EXTRACTED ENTRIES: Begin

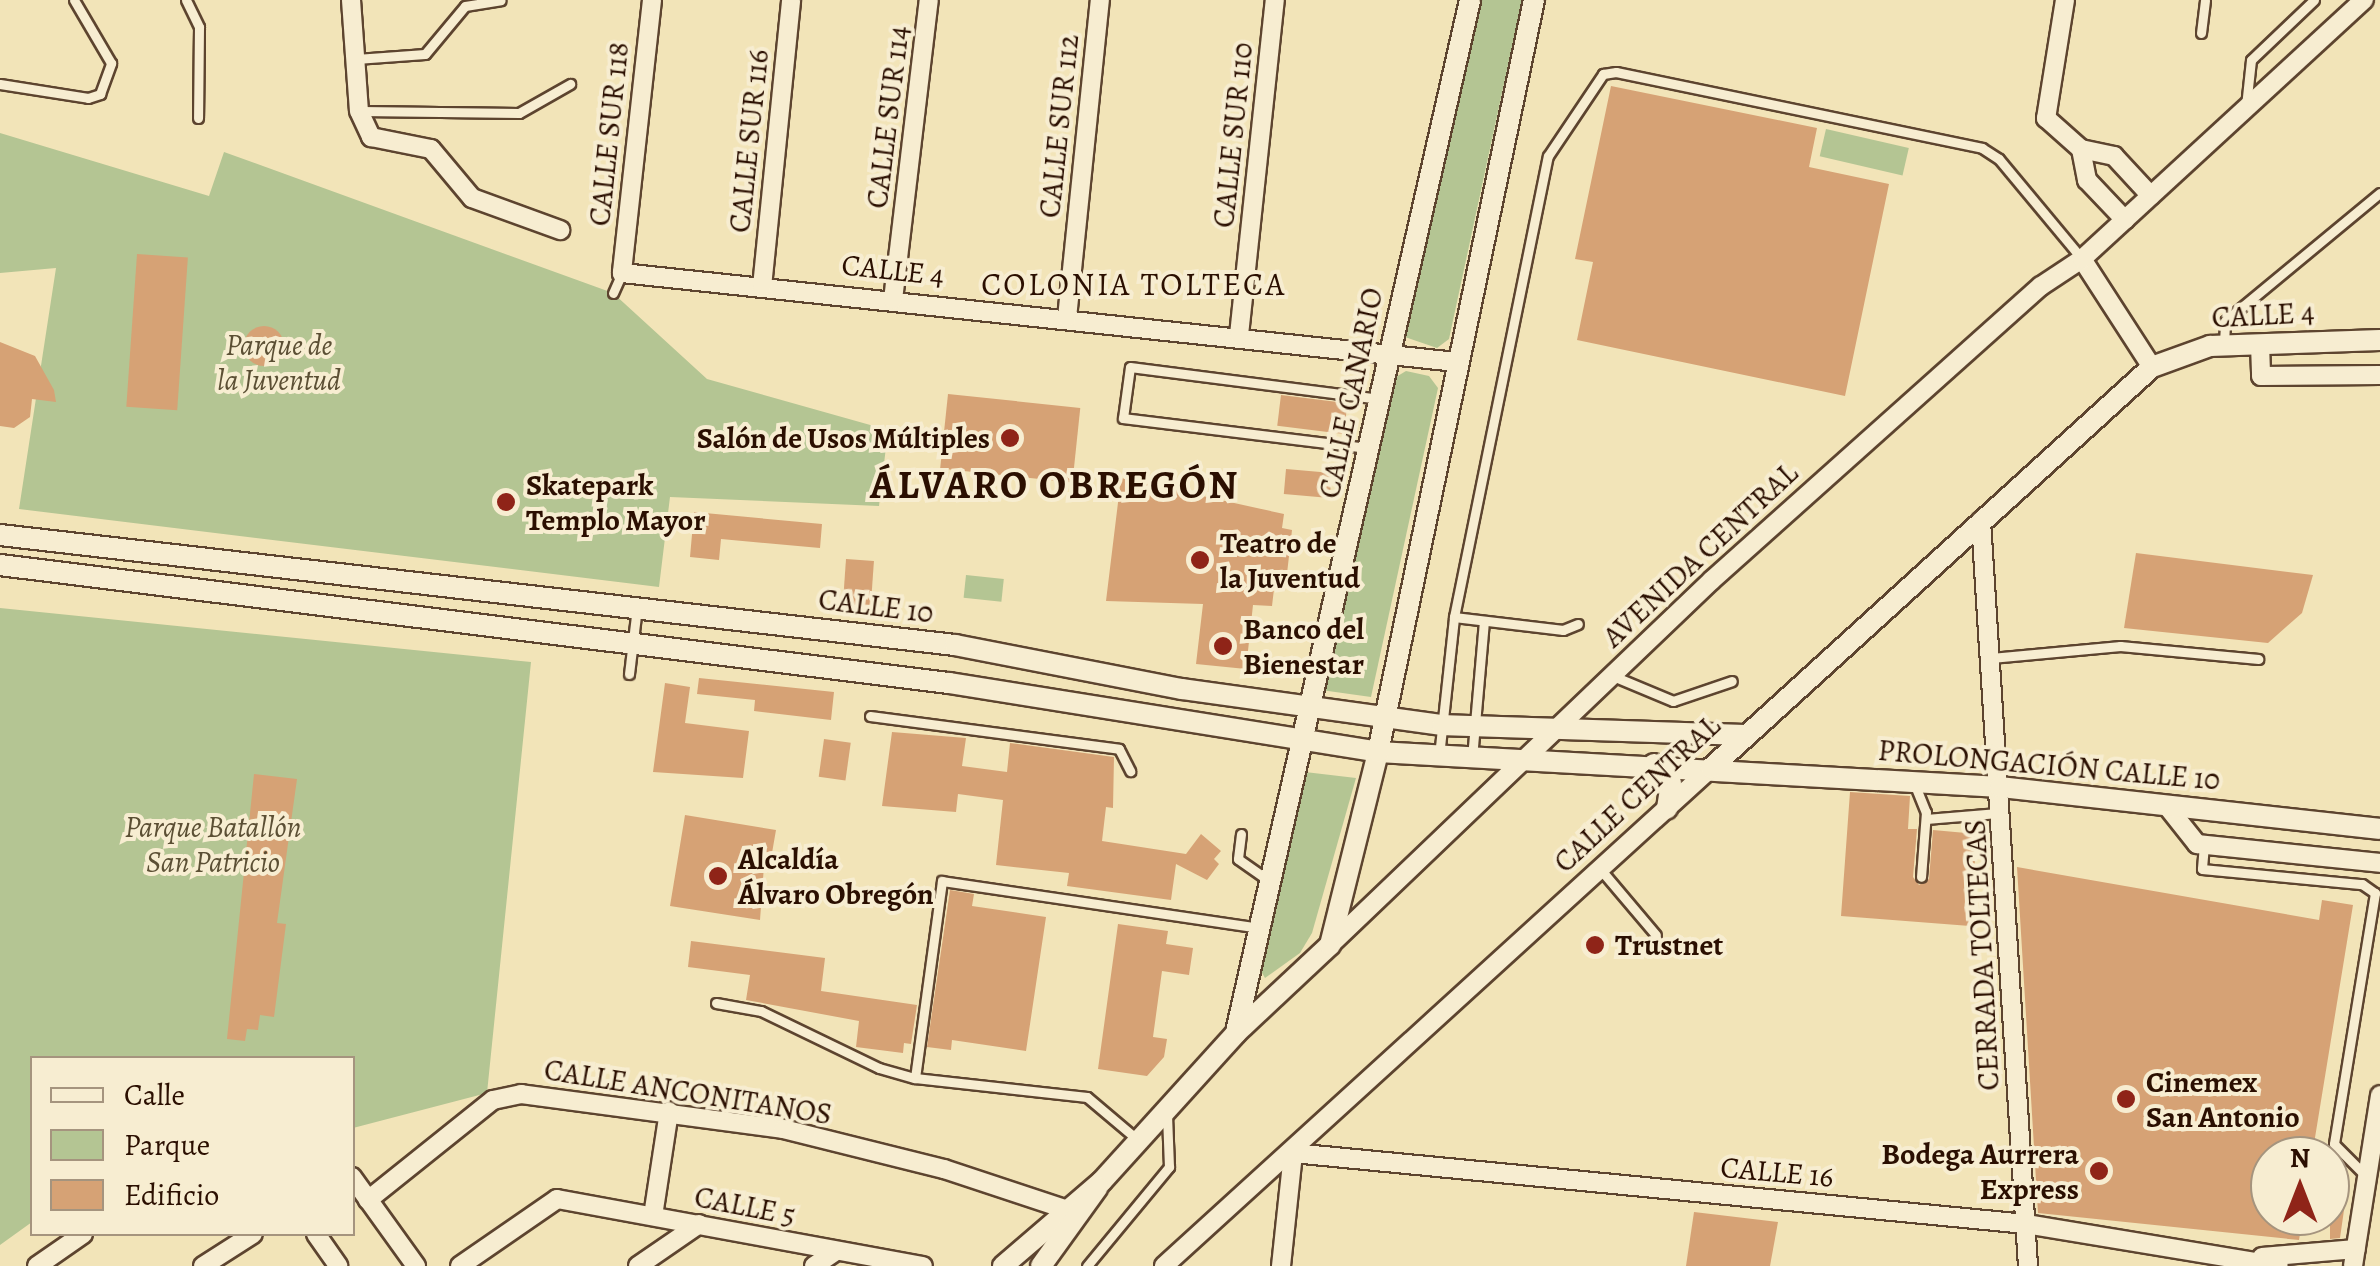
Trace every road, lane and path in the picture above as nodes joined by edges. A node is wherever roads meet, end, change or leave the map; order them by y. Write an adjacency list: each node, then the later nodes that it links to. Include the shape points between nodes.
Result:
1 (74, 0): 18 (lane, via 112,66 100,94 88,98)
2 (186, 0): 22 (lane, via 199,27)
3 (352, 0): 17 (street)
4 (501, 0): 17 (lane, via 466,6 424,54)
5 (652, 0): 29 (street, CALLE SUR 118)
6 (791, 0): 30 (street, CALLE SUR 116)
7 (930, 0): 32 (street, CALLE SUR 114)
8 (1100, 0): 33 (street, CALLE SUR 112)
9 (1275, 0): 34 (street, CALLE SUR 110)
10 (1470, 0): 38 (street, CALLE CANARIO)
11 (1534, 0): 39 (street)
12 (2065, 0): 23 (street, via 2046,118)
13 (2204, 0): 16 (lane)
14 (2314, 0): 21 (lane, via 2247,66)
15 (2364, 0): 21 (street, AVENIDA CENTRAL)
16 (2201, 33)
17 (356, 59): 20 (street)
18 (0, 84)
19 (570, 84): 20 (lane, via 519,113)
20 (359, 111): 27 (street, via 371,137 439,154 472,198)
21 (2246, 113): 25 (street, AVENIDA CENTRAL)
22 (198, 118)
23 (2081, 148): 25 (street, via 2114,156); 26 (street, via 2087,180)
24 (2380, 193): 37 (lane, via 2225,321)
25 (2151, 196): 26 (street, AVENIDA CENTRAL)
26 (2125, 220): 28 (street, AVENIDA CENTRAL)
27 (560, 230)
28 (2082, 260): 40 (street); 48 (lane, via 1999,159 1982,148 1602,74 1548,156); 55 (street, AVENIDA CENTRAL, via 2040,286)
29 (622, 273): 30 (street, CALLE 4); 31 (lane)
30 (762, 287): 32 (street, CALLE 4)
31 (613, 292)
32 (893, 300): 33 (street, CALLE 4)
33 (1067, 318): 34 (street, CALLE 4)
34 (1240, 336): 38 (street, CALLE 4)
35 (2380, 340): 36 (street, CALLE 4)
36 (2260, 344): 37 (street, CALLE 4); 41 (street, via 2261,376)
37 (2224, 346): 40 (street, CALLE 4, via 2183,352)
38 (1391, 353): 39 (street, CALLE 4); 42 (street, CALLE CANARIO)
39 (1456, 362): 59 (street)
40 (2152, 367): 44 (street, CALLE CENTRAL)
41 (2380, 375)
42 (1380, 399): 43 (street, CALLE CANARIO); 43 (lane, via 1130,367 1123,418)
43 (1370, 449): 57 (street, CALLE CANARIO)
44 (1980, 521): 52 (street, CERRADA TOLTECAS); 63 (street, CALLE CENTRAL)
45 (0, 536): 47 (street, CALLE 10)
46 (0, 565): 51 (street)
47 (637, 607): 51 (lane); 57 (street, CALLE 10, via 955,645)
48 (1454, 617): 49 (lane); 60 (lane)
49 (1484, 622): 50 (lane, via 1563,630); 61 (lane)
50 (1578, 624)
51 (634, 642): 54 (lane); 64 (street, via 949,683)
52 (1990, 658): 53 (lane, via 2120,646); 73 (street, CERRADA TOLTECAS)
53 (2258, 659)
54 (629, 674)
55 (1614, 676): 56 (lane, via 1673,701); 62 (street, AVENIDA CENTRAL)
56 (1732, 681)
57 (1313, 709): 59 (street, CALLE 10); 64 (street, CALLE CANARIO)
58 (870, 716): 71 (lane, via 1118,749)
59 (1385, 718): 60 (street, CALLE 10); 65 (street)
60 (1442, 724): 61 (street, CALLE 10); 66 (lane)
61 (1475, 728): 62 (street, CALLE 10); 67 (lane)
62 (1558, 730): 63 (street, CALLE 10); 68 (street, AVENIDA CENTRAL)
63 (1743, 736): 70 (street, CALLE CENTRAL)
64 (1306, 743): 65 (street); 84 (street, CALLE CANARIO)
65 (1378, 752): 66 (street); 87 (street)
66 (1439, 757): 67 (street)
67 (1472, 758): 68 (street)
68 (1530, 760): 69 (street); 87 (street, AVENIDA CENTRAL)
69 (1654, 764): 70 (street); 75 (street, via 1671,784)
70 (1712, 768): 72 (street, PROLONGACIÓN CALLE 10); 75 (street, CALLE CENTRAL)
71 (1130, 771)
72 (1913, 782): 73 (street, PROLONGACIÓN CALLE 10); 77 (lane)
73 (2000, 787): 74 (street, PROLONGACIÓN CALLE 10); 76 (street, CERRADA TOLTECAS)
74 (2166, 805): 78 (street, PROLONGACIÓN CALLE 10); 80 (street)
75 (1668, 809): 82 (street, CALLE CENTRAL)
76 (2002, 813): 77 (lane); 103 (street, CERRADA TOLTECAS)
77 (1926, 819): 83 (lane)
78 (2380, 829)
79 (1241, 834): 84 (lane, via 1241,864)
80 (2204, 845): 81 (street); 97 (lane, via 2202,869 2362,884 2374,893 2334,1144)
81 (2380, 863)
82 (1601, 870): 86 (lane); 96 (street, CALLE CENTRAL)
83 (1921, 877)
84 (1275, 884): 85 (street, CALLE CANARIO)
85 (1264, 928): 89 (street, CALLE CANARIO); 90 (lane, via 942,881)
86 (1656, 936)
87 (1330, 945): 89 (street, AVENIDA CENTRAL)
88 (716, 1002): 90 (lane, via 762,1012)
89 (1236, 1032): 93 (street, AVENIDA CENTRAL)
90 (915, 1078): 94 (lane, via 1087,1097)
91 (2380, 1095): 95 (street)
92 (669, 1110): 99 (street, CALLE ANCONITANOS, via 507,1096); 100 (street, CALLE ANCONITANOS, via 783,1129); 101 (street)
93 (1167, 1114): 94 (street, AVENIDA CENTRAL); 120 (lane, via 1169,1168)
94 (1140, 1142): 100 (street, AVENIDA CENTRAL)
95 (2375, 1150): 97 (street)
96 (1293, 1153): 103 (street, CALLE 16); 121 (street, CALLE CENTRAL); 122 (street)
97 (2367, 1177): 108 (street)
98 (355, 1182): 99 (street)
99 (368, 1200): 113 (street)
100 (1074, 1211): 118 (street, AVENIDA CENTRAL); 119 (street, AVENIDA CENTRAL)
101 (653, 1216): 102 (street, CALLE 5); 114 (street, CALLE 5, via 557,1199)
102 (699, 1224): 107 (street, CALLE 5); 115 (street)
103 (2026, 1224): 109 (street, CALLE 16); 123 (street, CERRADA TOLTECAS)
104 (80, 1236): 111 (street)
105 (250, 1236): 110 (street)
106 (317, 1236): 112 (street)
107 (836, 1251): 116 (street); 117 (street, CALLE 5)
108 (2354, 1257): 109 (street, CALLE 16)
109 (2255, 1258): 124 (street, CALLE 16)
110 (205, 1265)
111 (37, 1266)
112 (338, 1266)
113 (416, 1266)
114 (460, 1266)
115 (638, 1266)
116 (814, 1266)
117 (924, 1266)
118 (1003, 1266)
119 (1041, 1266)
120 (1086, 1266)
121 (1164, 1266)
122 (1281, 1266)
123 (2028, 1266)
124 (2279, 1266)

EXTRACTED ENTRIES: End

_AIM OF THE EXERCISE:_ Every entry is to be reproduced word for word, and no image is carried over.

_THE ANSWER:_
Trace every road, lane and path in the picture above as nodes joined by edges. A node is wherever roads meet, end, change or leave the map; order them by y. Write an adjacency list: each node, then the later nodes that it links to. Include the shape points between nodes.
Result:
1 (74, 0): 18 (lane, via 112,66 100,94 88,98)
2 (186, 0): 22 (lane, via 199,27)
3 (352, 0): 17 (street)
4 (501, 0): 17 (lane, via 466,6 424,54)
5 (652, 0): 29 (street, CALLE SUR 118)
6 (791, 0): 30 (street, CALLE SUR 116)
7 (930, 0): 32 (street, CALLE SUR 114)
8 (1100, 0): 33 (street, CALLE SUR 112)
9 (1275, 0): 34 (street, CALLE SUR 110)
10 (1470, 0): 38 (street, CALLE CANARIO)
11 (1534, 0): 39 (street)
12 (2065, 0): 23 (street, via 2046,118)
13 (2204, 0): 16 (lane)
14 (2314, 0): 21 (lane, via 2247,66)
15 (2364, 0): 21 (street, AVENIDA CENTRAL)
16 (2201, 33)
17 (356, 59): 20 (street)
18 (0, 84)
19 (570, 84): 20 (lane, via 519,113)
20 (359, 111): 27 (street, via 371,137 439,154 472,198)
21 (2246, 113): 25 (street, AVENIDA CENTRAL)
22 (198, 118)
23 (2081, 148): 25 (street, via 2114,156); 26 (street, via 2087,180)
24 (2380, 193): 37 (lane, via 2225,321)
25 (2151, 196): 26 (street, AVENIDA CENTRAL)
26 (2125, 220): 28 (street, AVENIDA CENTRAL)
27 (560, 230)
28 (2082, 260): 40 (street); 48 (lane, via 1999,159 1982,148 1602,74 1548,156); 55 (street, AVENIDA CENTRAL, via 2040,286)
29 (622, 273): 30 (street, CALLE 4); 31 (lane)
30 (762, 287): 32 (street, CALLE 4)
31 (613, 292)
32 (893, 300): 33 (street, CALLE 4)
33 (1067, 318): 34 (street, CALLE 4)
34 (1240, 336): 38 (street, CALLE 4)
35 (2380, 340): 36 (street, CALLE 4)
36 (2260, 344): 37 (street, CALLE 4); 41 (street, via 2261,376)
37 (2224, 346): 40 (street, CALLE 4, via 2183,352)
38 (1391, 353): 39 (street, CALLE 4); 42 (street, CALLE CANARIO)
39 (1456, 362): 59 (street)
40 (2152, 367): 44 (street, CALLE CENTRAL)
41 (2380, 375)
42 (1380, 399): 43 (street, CALLE CANARIO); 43 (lane, via 1130,367 1123,418)
43 (1370, 449): 57 (street, CALLE CANARIO)
44 (1980, 521): 52 (street, CERRADA TOLTECAS); 63 (street, CALLE CENTRAL)
45 (0, 536): 47 (street, CALLE 10)
46 (0, 565): 51 (street)
47 (637, 607): 51 (lane); 57 (street, CALLE 10, via 955,645)
48 (1454, 617): 49 (lane); 60 (lane)
49 (1484, 622): 50 (lane, via 1563,630); 61 (lane)
50 (1578, 624)
51 (634, 642): 54 (lane); 64 (street, via 949,683)
52 (1990, 658): 53 (lane, via 2120,646); 73 (street, CERRADA TOLTECAS)
53 (2258, 659)
54 (629, 674)
55 (1614, 676): 56 (lane, via 1673,701); 62 (street, AVENIDA CENTRAL)
56 (1732, 681)
57 (1313, 709): 59 (street, CALLE 10); 64 (street, CALLE CANARIO)
58 (870, 716): 71 (lane, via 1118,749)
59 (1385, 718): 60 (street, CALLE 10); 65 (street)
60 (1442, 724): 61 (street, CALLE 10); 66 (lane)
61 (1475, 728): 62 (street, CALLE 10); 67 (lane)
62 (1558, 730): 63 (street, CALLE 10); 68 (street, AVENIDA CENTRAL)
63 (1743, 736): 70 (street, CALLE CENTRAL)
64 (1306, 743): 65 (street); 84 (street, CALLE CANARIO)
65 (1378, 752): 66 (street); 87 (street)
66 (1439, 757): 67 (street)
67 (1472, 758): 68 (street)
68 (1530, 760): 69 (street); 87 (street, AVENIDA CENTRAL)
69 (1654, 764): 70 (street); 75 (street, via 1671,784)
70 (1712, 768): 72 (street, PROLONGACIÓN CALLE 10); 75 (street, CALLE CENTRAL)
71 (1130, 771)
72 (1913, 782): 73 (street, PROLONGACIÓN CALLE 10); 77 (lane)
73 (2000, 787): 74 (street, PROLONGACIÓN CALLE 10); 76 (street, CERRADA TOLTECAS)
74 (2166, 805): 78 (street, PROLONGACIÓN CALLE 10); 80 (street)
75 (1668, 809): 82 (street, CALLE CENTRAL)
76 (2002, 813): 77 (lane); 103 (street, CERRADA TOLTECAS)
77 (1926, 819): 83 (lane)
78 (2380, 829)
79 (1241, 834): 84 (lane, via 1241,864)
80 (2204, 845): 81 (street); 97 (lane, via 2202,869 2362,884 2374,893 2334,1144)
81 (2380, 863)
82 (1601, 870): 86 (lane); 96 (street, CALLE CENTRAL)
83 (1921, 877)
84 (1275, 884): 85 (street, CALLE CANARIO)
85 (1264, 928): 89 (street, CALLE CANARIO); 90 (lane, via 942,881)
86 (1656, 936)
87 (1330, 945): 89 (street, AVENIDA CENTRAL)
88 (716, 1002): 90 (lane, via 762,1012)
89 (1236, 1032): 93 (street, AVENIDA CENTRAL)
90 (915, 1078): 94 (lane, via 1087,1097)
91 (2380, 1095): 95 (street)
92 (669, 1110): 99 (street, CALLE ANCONITANOS, via 507,1096); 100 (street, CALLE ANCONITANOS, via 783,1129); 101 (street)
93 (1167, 1114): 94 (street, AVENIDA CENTRAL); 120 (lane, via 1169,1168)
94 (1140, 1142): 100 (street, AVENIDA CENTRAL)
95 (2375, 1150): 97 (street)
96 (1293, 1153): 103 (street, CALLE 16); 121 (street, CALLE CENTRAL); 122 (street)
97 (2367, 1177): 108 (street)
98 (355, 1182): 99 (street)
99 (368, 1200): 113 (street)
100 (1074, 1211): 118 (street, AVENIDA CENTRAL); 119 (street, AVENIDA CENTRAL)
101 (653, 1216): 102 (street, CALLE 5); 114 (street, CALLE 5, via 557,1199)
102 (699, 1224): 107 (street, CALLE 5); 115 (street)
103 (2026, 1224): 109 (street, CALLE 16); 123 (street, CERRADA TOLTECAS)
104 (80, 1236): 111 (street)
105 (250, 1236): 110 (street)
106 (317, 1236): 112 (street)
107 (836, 1251): 116 (street); 117 (street, CALLE 5)
108 (2354, 1257): 109 (street, CALLE 16)
109 (2255, 1258): 124 (street, CALLE 16)
110 (205, 1265)
111 (37, 1266)
112 (338, 1266)
113 (416, 1266)
114 (460, 1266)
115 (638, 1266)
116 (814, 1266)
117 (924, 1266)
118 (1003, 1266)
119 (1041, 1266)
120 (1086, 1266)
121 (1164, 1266)
122 (1281, 1266)
123 (2028, 1266)
124 (2279, 1266)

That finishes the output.